- Entries provided

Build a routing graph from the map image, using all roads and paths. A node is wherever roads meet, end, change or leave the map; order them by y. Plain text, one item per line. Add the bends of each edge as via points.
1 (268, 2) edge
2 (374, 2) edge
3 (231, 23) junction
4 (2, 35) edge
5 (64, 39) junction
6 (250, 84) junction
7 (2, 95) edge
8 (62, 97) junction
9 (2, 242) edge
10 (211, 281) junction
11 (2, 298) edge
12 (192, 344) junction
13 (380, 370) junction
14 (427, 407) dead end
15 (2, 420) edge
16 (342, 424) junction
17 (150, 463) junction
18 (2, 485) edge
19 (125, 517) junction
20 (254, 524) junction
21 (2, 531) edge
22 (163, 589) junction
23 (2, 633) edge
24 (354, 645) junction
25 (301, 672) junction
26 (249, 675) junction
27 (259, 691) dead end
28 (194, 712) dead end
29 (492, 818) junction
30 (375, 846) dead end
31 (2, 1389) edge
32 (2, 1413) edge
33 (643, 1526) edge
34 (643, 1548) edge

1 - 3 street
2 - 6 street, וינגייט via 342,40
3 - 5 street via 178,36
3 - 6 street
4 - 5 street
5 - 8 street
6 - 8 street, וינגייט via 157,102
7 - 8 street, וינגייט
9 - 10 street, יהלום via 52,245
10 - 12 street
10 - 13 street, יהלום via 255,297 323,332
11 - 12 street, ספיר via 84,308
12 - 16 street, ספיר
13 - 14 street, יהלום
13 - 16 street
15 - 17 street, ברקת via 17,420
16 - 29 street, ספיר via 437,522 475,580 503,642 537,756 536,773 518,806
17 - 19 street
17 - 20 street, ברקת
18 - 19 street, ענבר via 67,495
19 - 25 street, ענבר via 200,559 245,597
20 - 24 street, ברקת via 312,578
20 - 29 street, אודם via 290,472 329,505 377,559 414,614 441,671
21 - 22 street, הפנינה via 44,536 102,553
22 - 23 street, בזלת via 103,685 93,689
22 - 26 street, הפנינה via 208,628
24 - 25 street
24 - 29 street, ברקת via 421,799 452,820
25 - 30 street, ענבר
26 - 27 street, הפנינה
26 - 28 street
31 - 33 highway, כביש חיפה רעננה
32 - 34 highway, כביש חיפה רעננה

- To do
Wherever the string "ענבר" occurs in the records above, copy that line.

- Solution to this task
18 - 19 street, ענבר via 67,495
19 - 25 street, ענבר via 200,559 245,597
25 - 30 street, ענבר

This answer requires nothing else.